President Trump this week has begun a tit-for-tat trade battle with China that has sent the stock market into a spiral and left economists and policymakers on both sides of the aisle scratching their heads.
It all began several days ago when China implemented approximately $3 billion in tariffs in response to the steel and aluminum tariffs implemented by the administration last month, which affected China significantly in particular. The Trump Administration then began the process of implementing a 25 percent tariff on over 1,300 imports totaling approximately $50 billion a year in trade, citing China’s continued alleged lack of protection for American companies’ intellectual property rights despite repeated promises to do so.
China responded in kind, implementing similar tariffs on $50 billion of U.S. imports to China. Trump then escalated the battle by announcing he was considering tariffs on another $100 billion in Chinese imports, with China responding again to match and saying it would fight “to the end” in this trade battle.
To compare, in 2016 the U.S. imported over $462.6 billion in goods from China while exporting $115.6 billion in goods to China.
The President’s surrogates, including his new National Economic Council Director Larry Kudlow, have suggested that the tariffs are not meant to be a permanent state of affairs. Rather, they say, the tariff battle is meant to be a heavy-handed negotiating tactic to convince China to better play by the rules and norms of international trade.
Even though President Trump embraced openly protectionist sentiments on the campaign trail and throughout much of his life, his policies since taking office have more often lean towards enforcing fair trade, with the occasional exception such as his proposed border adjustment tax that didn’t pass Congress.
These past few months however we’ve seen increasing actions that, while they could still be interpreted as being meant to encourage a level playing field, are starting to turn towards protectionism.
Long-standing U.S. demands that have been met with varying degrees of success in recent years include allowing China’s currency to have a free-floating exchange rate, increase human rights and labor standards, and give U.S. companies both greater intellectual property protections and more market freedom to operate within China.
In recent years and months China has apparently begun to move in a more economically friendly direction to American companies. China also promised to finally increase intellectual property protections, which the U.S. Trade Representative recently estimated to cost the U.S. a staggering $225 billion to $600 billion annually. It is the seeming slowness or ineffectiveness of those promised increased protections from back in November that appears to be the spark for the current trade conflict.
It is nearly impossible to determine who will prevail, if anyone, in the end from this high-stakes international economic and political battle.
Furthermore, this trade war looks to potentially be far more damaging to U.S. businesses and consumers.
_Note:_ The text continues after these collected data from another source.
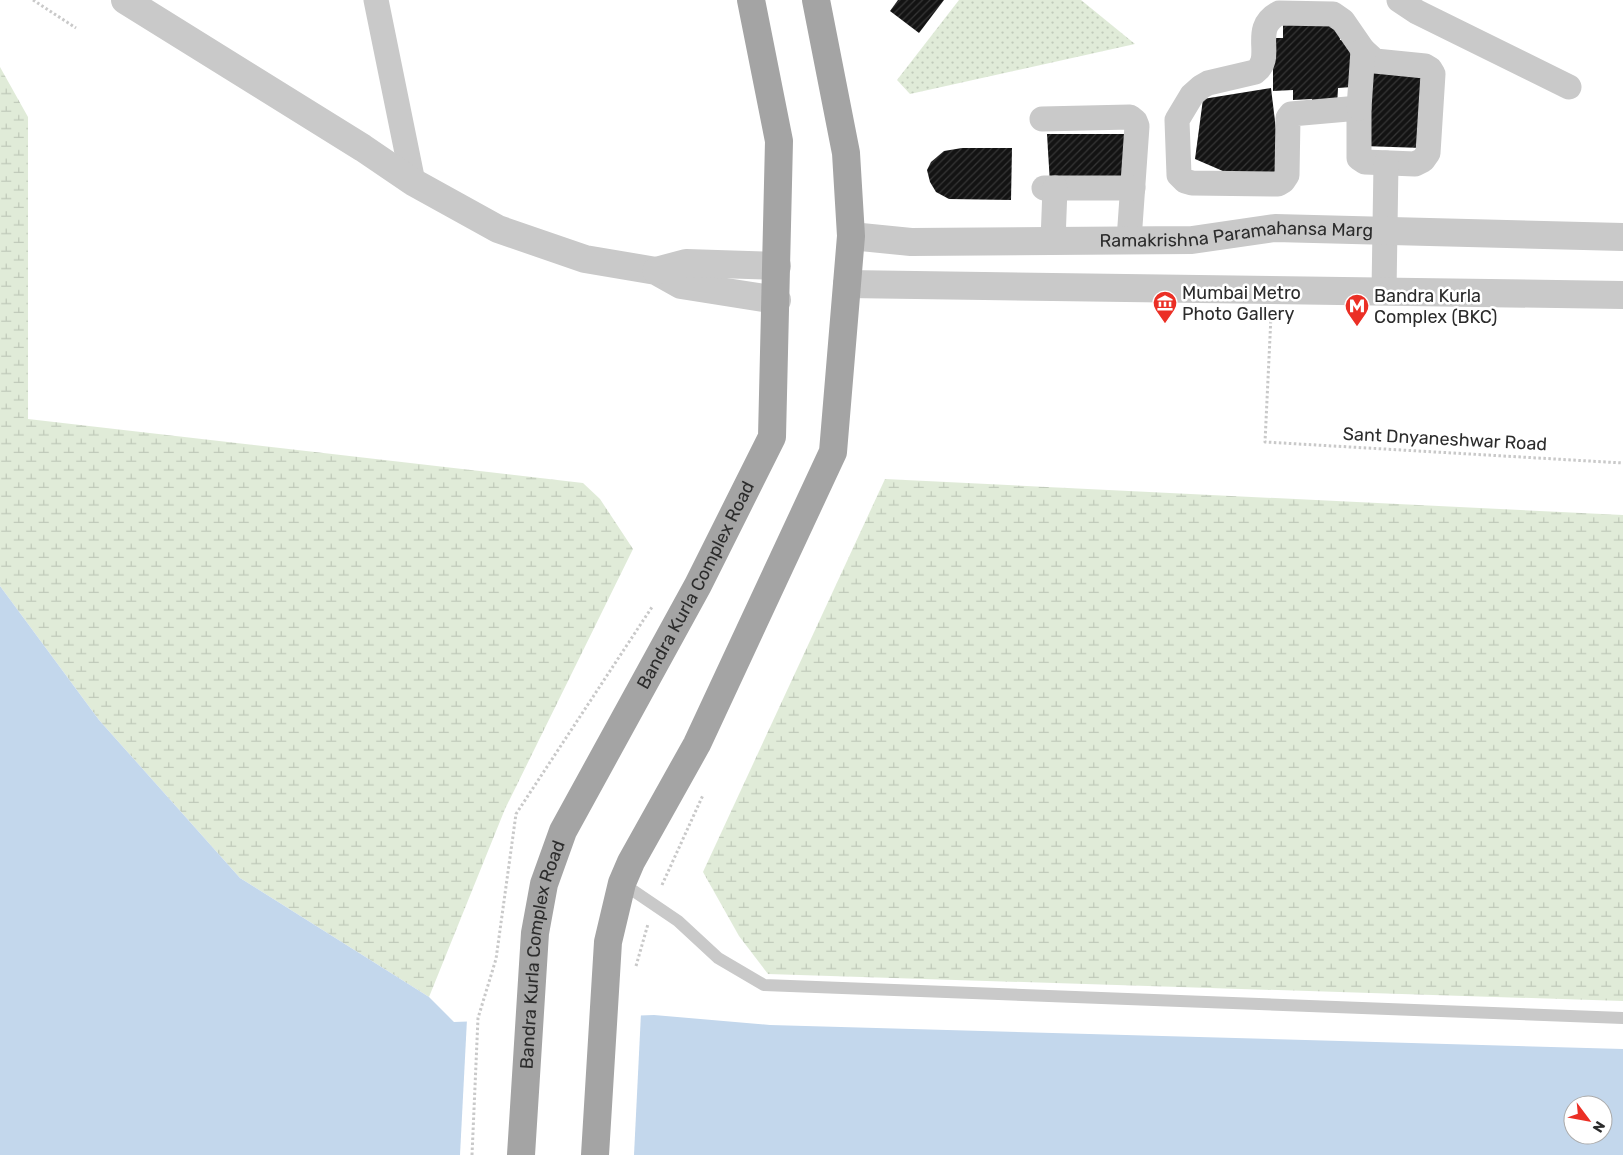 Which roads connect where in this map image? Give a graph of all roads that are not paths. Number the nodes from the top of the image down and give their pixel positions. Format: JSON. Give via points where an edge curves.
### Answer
{"nodes":[{"id":1,"x":125,"y":0,"type":"edge"},
{"id":2,"x":376,"y":0,"type":"edge"},
{"id":3,"x":751,"y":0,"type":"edge"},
{"id":4,"x":816,"y":0,"type":"edge"},
{"id":5,"x":1399,"y":0,"type":"edge"},
{"id":6,"x":1363,"y":50,"type":"junction"},
{"id":7,"x":1569,"y":87,"type":"dead end"},
{"id":8,"x":1359,"y":108,"type":"junction"},
{"id":9,"x":1042,"y":119,"type":"dead end"},
{"id":10,"x":1386,"y":162,"type":"junction"},
{"id":11,"x":413,"y":182,"type":"junction"},
{"id":12,"x":1133,"y":188,"type":"junction"},
{"id":13,"x":1385,"y":231,"type":"junction"},
{"id":14,"x":850,"y":236,"type":"junction"},
{"id":15,"x":1623,"y":237,"type":"edge"},
{"id":16,"x":1129,"y":240,"type":"junction"},
{"id":17,"x":1053,"y":241,"type":"junction"},
{"id":18,"x":778,"y":266,"type":"junction"},
{"id":19,"x":656,"y":271,"type":"junction"},
{"id":20,"x":847,"y":284,"type":"junction"},
{"id":21,"x":1384,"y":292,"type":"junction"},
{"id":22,"x":1623,"y":295,"type":"edge"},
{"id":23,"x":776,"y":300,"type":"junction"},
{"id":24,"x":622,"y":883,"type":"junction"},
{"id":25,"x":1623,"y":1018,"type":"edge"},
{"id":26,"x":521,"y":1155,"type":"edge"},
{"id":27,"x":595,"y":1155,"type":"edge"}],
"edges":[{"from":1,"to":11,"type":"street"},
{"from":2,"to":11,"type":"street"},
{"from":3,"to":18,"type":"main road","name":"Bandra Kurla Complex Road","via":[[780,141]]},
{"from":4,"to":14,"type":"main road","via":[[846,153]]},
{"from":5,"to":7,"type":"street"},
{"from":6,"to":8,"type":"street"},
{"from":6,"to":8,"type":"street","via":[[1343,21],[1333,14],[1279,13],[1270,18],[1264,29],[1260,68],[1201,87],[1192,95],[1177,120],[1179,175],[1192,183],[1278,184],[1287,175],[1290,114]]},
{"from":6,"to":10,"type":"street","via":[[1375,61],[1425,66],[1433,74],[1428,153],[1415,164]]},
{"from":8,"to":10,"type":"street","via":[[1359,158],[1365,162]]},
{"from":9,"to":12,"type":"street","via":[[1130,117],[1137,126]]},
{"from":10,"to":13,"type":"street"},
{"from":11,"to":19,"type":"street","via":[[498,229],[585,259]]},
{"from":12,"to":16,"type":"street"},
{"from":12,"to":17,"type":"street","via":[[1049,188]]},
{"from":13,"to":15,"type":"street","name":"Ramakrishna Paramahansa Marg"},
{"from":13,"to":16,"type":"street","name":"Ramakrishna Paramahansa Marg","via":[[1275,228],[1192,240]]},
{"from":13,"to":21,"type":"street"},
{"from":14,"to":17,"type":"street","name":"Ramakrishna Paramahansa Marg","via":[[911,242]]},
{"from":14,"to":20,"type":"main road"},
{"from":16,"to":17,"type":"street","name":"Ramakrishna Paramahansa Marg"},
{"from":18,"to":19,"type":"street","via":[[686,263]]},
{"from":18,"to":23,"type":"main road","name":"Bandra Kurla Complex Road"},
{"from":19,"to":23,"type":"street","via":[[681,285]]},
{"from":20,"to":21,"type":"street"},
{"from":20,"to":24,"type":"main road","via":[[834,452],[696,744]]},
{"from":21,"to":22,"type":"street"},
{"from":23,"to":26,"type":"main road","name":"Bandra Kurla Complex Road","via":[[772,437],[698,586],[563,831],[544,884],[534,933]]},
{"from":24,"to":25,"type":"lane","via":[[678,921],[718,958],[764,985]]},
{"from":24,"to":27,"type":"main road","via":[[608,942]]}]}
While the previous tariffs were on items such as washing machines and solar panels, and then more important materials such as steel and aluminum, these tariffs cover what appear to be over a thousand products and counting, ranging from food to toys to raw materials.
For a long time the United States has faced the difficult situation of benefiting greatly from our trade relations with China but also systematically at times seemingly being exploited as well.
For all of our sakes, hopefully the trade battle between the United States and China soon resolves, ideally with the President’s hardball negotiating tactics resulting in a more level and fairer trade relationship. If the trade war doesn’t subside soon however, we may be facing rapidly increasing costs and prices across a multitude of sectors.